Exercise prompt –
Please find the lines in the following records that hold "street", and copy them.

Saved entries
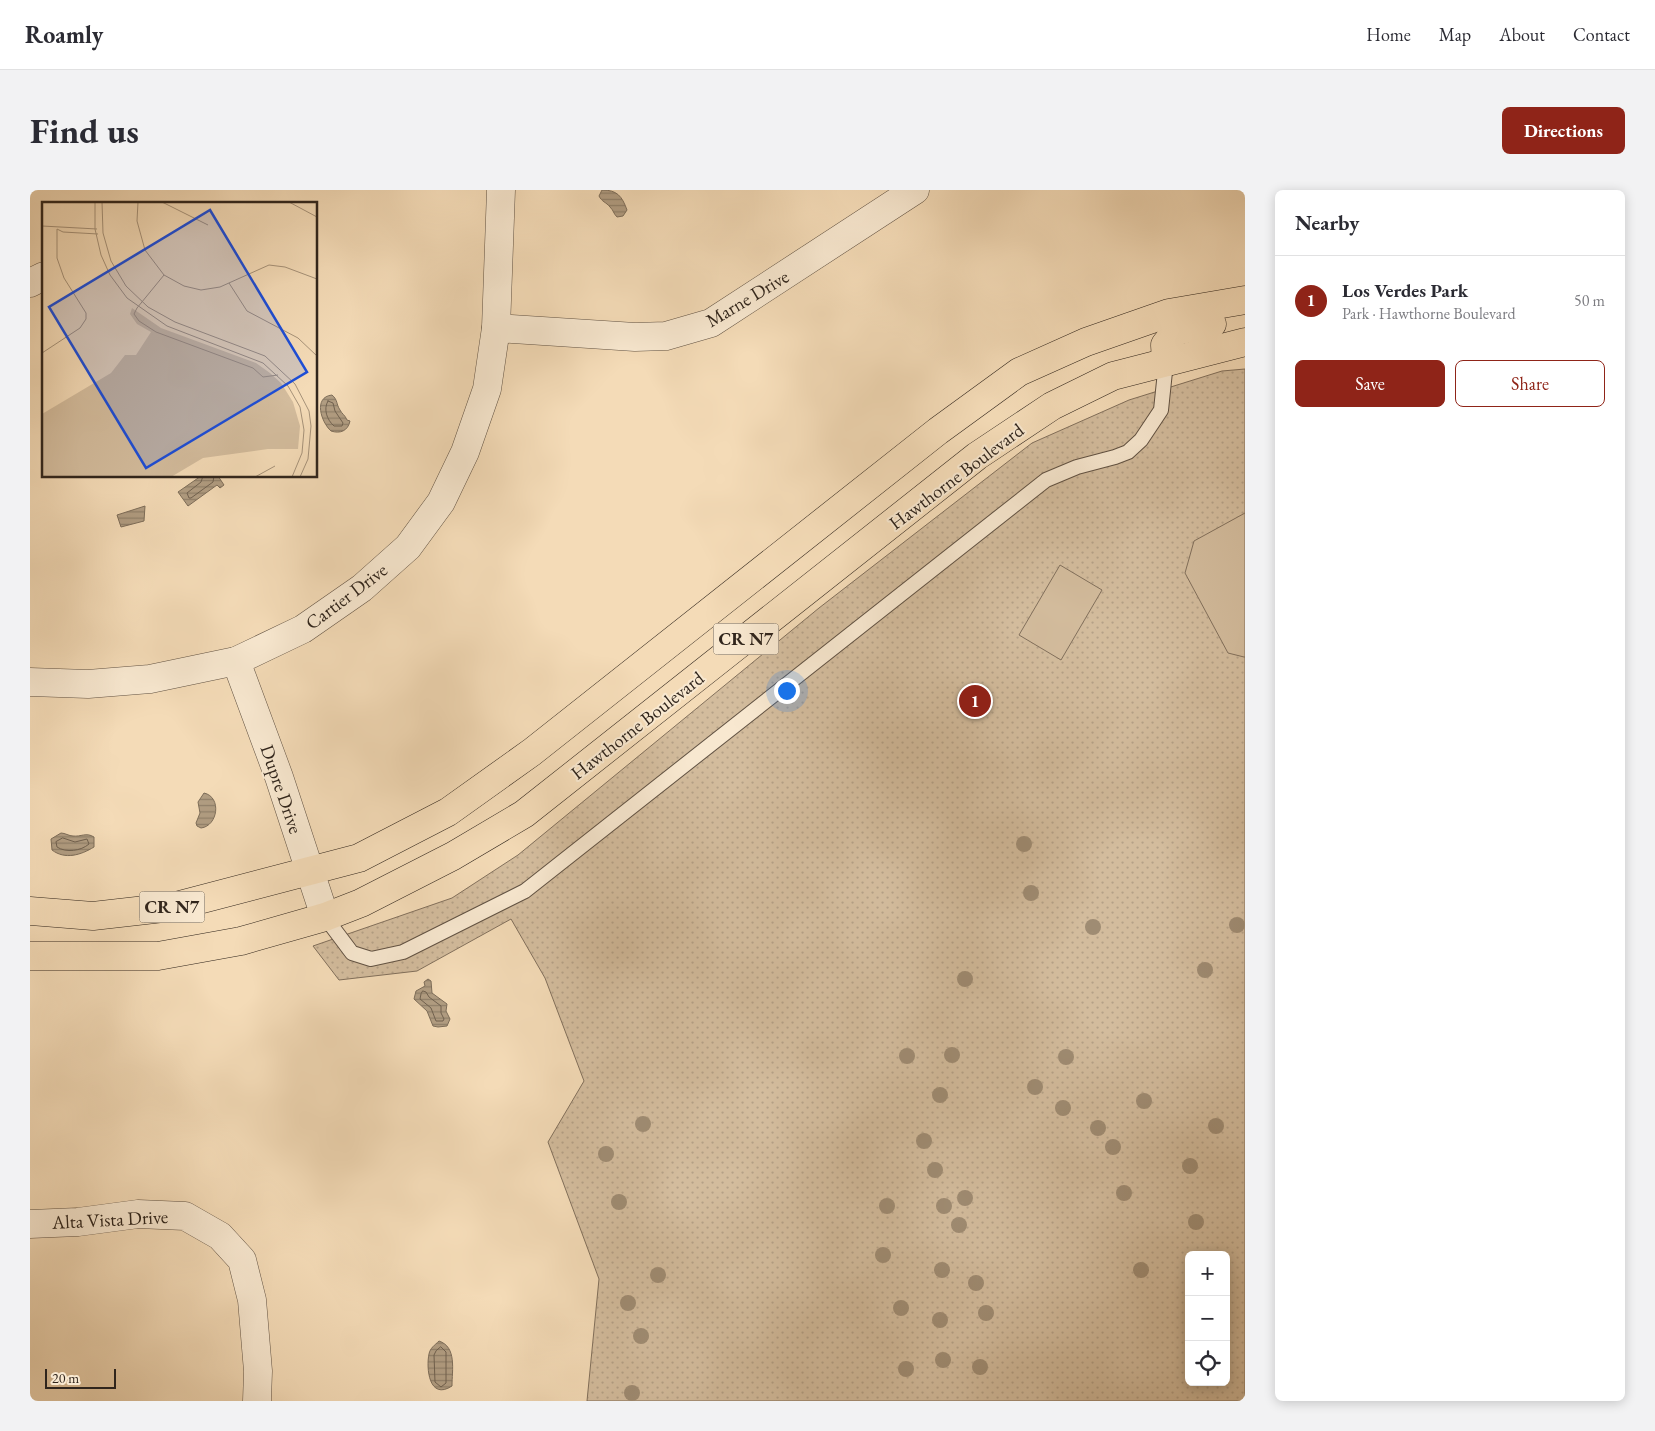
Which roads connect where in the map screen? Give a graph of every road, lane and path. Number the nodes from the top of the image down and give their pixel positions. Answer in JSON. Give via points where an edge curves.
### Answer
{"nodes":[{"id":1,"x":501,"y":190,"type":"edge"},
{"id":2,"x":915,"y":190,"type":"edge"},
{"id":3,"x":42,"y":277,"type":"edge"},
{"id":4,"x":30,"y":283,"type":"edge"},
{"id":5,"x":1245,"y":300,"type":"edge"},
{"id":6,"x":1245,"y":318,"type":"edge"},
{"id":7,"x":496,"y":328,"type":"junction"},
{"id":8,"x":1245,"y":342,"type":"edge"},
{"id":9,"x":1166,"y":362,"type":"junction"},
{"id":10,"x":236,"y":661,"type":"junction"},
{"id":11,"x":30,"y":682,"type":"edge"},
{"id":12,"x":310,"y":870,"type":"junction"},
{"id":13,"x":30,"y":911,"type":"edge"},
{"id":14,"x":325,"y":917,"type":"junction"},
{"id":15,"x":30,"y":956,"type":"edge"},
{"id":16,"x":30,"y":1224,"type":"edge"},
{"id":17,"x":258,"y":1401,"type":"edge"}],
"edges":[{"from":1,"to":7,"type":"street","name":"Cartier Drive"},
{"from":2,"to":7,"type":"street","name":"Marne Drive","via":[[711,323],[666,336],[636,338]]},
{"from":3,"to":4,"type":"street"},
{"from":5,"to":12,"type":"main road","number":"CR N7","via":[[1169,314],[1086,342],[1019,372],[938,431],[532,752],[448,812],[359,858]]},
{"from":6,"to":9,"type":"main road","via":[[1176,331],[1165,345]]},
{"from":7,"to":10,"type":"street","name":"Cartier Drive","via":[[487,389],[465,452],[441,502],[408,547],[362,588],[303,629]]},
{"from":8,"to":9,"type":"main road","name":"Hawthorne Boulevard","number":"CR N7"},
{"from":9,"to":14,"type":"main road","name":"Hawthorne Boulevard","number":"CR N7","via":[[1113,376],[1052,406],[977,456],[524,814],[453,856],[361,903]]},
{"from":9,"to":14,"type":"lane","via":[[1160,410],[1141,440],[1128,452],[1046,480],[525,891],[403,952],[371,959],[352,952]]},
{"from":10,"to":11,"type":"street","name":"Cartier Drive","via":[[150,680],[88,684]]},
{"from":10,"to":12,"type":"street","name":"Dupre Drive"},
{"from":12,"to":13,"type":"main road","number":"CR N7","via":[[172,906],[93,916]]},
{"from":12,"to":14,"type":"street","name":"Dupre Drive"},
{"from":14,"to":15,"type":"main road","name":"Hawthorne Boulevard","number":"CR N7","via":[[241,942],[158,956]]},
{"from":16,"to":17,"type":"street","name":"Alta Vista Drive","via":[[138,1214],[185,1216],[220,1236],[242,1260],[252,1300]]}]}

Task result –
"edges":[{"from":1,"to":7,"type":"street","name":"Cartier Drive"},
{"from":2,"to":7,"type":"street","name":"Marne Drive","via":[[711,323],[666,336],[636,338]]},
{"from":3,"to":4,"type":"street"},
{"from":7,"to":10,"type":"street","name":"Cartier Drive","via":[[487,389],[465,452],[441,502],[408,547],[362,588],[303,629]]},
{"from":10,"to":11,"type":"street","name":"Cartier Drive","via":[[150,680],[88,684]]},
{"from":10,"to":12,"type":"street","name":"Dupre Drive"},
{"from":12,"to":14,"type":"street","name":"Dupre Drive"},
{"from":16,"to":17,"type":"street","name":"Alta Vista Drive","via":[[138,1214],[185,1216],[220,1236],[242,1260],[252,1300]]}]}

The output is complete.